EXERCISE PROMPT.
If a line of the records contains the string "edges", copy it out.

Saved entries:
* * *
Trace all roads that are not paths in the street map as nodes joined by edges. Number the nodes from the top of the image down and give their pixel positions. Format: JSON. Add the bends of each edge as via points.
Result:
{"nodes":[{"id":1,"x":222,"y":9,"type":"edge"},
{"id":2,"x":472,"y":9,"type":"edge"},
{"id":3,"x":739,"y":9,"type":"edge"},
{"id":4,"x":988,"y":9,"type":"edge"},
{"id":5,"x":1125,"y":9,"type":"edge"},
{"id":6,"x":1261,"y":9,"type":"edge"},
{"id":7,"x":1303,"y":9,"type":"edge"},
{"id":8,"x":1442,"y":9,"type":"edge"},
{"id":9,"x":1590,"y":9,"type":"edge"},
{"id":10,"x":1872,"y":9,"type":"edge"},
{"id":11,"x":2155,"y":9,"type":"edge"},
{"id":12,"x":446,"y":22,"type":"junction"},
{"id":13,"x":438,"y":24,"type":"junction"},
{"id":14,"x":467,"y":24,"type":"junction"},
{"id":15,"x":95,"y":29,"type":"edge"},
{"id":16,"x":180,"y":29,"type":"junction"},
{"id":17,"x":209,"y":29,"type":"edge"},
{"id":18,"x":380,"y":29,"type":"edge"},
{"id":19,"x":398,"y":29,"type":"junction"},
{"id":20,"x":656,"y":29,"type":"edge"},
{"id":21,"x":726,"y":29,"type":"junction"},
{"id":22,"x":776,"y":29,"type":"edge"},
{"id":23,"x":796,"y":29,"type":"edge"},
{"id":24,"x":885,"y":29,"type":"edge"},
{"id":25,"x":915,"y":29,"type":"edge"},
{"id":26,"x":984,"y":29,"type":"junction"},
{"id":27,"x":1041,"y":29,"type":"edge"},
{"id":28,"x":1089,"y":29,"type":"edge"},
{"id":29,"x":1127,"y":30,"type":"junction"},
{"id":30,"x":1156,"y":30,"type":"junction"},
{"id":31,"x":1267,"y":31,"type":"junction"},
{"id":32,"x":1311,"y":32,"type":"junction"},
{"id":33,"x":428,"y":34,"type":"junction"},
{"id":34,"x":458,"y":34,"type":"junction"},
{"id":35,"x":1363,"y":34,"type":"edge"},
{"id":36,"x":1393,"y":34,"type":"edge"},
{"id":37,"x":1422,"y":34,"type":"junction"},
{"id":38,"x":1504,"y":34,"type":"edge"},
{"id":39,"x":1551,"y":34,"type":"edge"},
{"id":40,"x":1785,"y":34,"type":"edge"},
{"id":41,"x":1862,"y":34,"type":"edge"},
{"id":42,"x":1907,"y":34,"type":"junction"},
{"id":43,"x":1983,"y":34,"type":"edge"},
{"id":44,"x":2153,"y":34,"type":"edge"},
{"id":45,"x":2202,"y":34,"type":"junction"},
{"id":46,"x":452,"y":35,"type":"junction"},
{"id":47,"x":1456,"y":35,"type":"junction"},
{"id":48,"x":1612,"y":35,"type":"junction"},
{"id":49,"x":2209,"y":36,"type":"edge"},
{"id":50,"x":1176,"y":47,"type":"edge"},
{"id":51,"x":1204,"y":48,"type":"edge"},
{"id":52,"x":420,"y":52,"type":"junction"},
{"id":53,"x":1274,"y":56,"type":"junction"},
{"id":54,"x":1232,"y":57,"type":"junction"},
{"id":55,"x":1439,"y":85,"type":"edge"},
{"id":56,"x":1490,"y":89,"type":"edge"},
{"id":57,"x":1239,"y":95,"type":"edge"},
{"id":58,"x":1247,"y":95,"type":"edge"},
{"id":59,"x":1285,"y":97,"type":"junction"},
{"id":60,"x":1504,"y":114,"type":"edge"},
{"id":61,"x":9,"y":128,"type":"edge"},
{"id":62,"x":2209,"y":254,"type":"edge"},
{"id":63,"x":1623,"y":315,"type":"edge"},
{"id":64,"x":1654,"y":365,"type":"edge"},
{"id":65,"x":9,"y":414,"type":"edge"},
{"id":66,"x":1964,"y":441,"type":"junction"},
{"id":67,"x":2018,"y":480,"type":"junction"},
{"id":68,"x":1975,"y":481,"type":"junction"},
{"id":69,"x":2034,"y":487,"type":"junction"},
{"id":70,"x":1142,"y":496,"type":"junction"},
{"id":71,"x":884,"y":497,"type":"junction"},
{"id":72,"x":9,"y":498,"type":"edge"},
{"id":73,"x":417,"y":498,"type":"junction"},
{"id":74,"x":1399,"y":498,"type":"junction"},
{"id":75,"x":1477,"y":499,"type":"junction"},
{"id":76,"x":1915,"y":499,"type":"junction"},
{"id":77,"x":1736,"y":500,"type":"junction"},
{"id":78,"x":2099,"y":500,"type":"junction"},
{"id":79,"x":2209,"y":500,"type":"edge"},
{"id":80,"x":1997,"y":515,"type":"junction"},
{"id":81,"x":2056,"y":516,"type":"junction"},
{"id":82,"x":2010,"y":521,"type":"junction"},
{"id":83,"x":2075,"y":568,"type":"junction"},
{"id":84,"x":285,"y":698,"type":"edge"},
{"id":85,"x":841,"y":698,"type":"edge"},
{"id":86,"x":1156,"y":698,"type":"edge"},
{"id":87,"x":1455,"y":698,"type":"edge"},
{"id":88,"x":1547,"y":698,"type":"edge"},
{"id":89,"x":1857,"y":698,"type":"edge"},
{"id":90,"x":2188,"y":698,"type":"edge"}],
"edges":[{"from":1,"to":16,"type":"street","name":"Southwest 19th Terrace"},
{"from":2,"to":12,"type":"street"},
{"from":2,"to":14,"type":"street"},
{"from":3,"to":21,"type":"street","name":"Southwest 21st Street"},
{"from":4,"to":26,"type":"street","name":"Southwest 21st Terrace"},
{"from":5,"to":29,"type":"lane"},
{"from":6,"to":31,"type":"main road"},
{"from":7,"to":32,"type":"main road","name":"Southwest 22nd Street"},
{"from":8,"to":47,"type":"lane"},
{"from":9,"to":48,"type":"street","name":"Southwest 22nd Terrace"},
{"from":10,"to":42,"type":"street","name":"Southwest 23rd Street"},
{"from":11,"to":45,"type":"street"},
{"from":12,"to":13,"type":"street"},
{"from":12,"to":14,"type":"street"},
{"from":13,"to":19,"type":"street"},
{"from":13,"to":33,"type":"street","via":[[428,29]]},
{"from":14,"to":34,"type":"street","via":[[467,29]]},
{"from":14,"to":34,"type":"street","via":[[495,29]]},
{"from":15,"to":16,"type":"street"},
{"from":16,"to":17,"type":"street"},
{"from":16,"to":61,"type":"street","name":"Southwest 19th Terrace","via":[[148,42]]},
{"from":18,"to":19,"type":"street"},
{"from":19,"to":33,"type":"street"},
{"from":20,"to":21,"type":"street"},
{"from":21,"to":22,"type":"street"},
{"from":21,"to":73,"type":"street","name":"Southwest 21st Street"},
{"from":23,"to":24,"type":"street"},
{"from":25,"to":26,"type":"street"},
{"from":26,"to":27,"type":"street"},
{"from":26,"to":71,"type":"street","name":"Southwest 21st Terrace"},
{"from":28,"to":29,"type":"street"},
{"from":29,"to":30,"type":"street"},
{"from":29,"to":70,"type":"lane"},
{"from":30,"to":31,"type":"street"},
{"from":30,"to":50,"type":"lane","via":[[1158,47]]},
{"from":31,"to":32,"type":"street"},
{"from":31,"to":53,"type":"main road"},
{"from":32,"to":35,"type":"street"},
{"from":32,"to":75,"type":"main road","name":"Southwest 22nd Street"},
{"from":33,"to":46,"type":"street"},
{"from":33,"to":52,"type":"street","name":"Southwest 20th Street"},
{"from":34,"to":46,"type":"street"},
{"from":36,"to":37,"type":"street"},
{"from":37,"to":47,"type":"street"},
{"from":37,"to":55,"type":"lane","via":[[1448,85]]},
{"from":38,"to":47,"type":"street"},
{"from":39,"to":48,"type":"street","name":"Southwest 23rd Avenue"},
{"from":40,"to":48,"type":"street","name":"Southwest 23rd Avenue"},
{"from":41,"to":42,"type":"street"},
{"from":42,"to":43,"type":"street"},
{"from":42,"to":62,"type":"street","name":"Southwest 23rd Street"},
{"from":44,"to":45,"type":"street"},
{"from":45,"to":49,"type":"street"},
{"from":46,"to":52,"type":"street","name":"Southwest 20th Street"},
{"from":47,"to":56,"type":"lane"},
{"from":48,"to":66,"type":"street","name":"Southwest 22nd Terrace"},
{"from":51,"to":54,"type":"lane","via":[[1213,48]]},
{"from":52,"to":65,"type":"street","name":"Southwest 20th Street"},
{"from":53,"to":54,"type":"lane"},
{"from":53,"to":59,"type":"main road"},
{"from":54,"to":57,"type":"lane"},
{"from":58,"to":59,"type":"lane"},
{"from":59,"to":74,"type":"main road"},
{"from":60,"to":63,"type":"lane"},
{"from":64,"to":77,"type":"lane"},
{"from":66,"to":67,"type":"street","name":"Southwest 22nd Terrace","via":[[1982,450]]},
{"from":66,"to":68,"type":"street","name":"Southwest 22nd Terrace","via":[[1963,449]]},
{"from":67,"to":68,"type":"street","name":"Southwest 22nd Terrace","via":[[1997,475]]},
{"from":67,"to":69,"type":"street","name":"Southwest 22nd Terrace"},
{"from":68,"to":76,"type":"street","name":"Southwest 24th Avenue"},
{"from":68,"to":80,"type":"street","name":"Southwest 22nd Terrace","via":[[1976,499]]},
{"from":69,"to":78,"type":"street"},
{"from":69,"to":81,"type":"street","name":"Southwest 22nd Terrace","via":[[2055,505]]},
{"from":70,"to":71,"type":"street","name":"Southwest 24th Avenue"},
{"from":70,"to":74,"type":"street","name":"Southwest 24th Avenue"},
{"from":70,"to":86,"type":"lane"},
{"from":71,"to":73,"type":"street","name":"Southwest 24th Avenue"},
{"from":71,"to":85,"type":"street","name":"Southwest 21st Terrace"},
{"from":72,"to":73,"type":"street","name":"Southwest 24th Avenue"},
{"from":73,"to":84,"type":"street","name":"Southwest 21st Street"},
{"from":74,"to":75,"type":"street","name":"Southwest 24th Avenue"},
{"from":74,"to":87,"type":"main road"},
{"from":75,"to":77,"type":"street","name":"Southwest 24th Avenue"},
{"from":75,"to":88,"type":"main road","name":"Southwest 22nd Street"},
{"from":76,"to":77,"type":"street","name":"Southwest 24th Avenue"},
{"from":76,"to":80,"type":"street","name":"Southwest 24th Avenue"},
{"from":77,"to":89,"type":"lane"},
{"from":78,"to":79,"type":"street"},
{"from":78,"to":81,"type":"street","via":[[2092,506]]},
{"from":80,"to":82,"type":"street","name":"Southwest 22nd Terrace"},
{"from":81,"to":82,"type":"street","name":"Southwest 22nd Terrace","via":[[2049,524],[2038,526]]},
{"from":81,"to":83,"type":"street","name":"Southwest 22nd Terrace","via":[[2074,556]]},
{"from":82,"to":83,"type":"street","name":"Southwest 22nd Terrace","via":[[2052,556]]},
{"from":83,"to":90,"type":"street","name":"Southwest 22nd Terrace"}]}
* * *
OUTPUT OF THE EXERCISE.
Trace all roads that are not paths in the street map as nodes joined by edges. Number the nodes from the top of the image down and give their pixel positions. Format: JSON. Add the bends of each edge as via points.
"edges":[{"from":1,"to":16,"type":"street","name":"Southwest 19th Terrace"},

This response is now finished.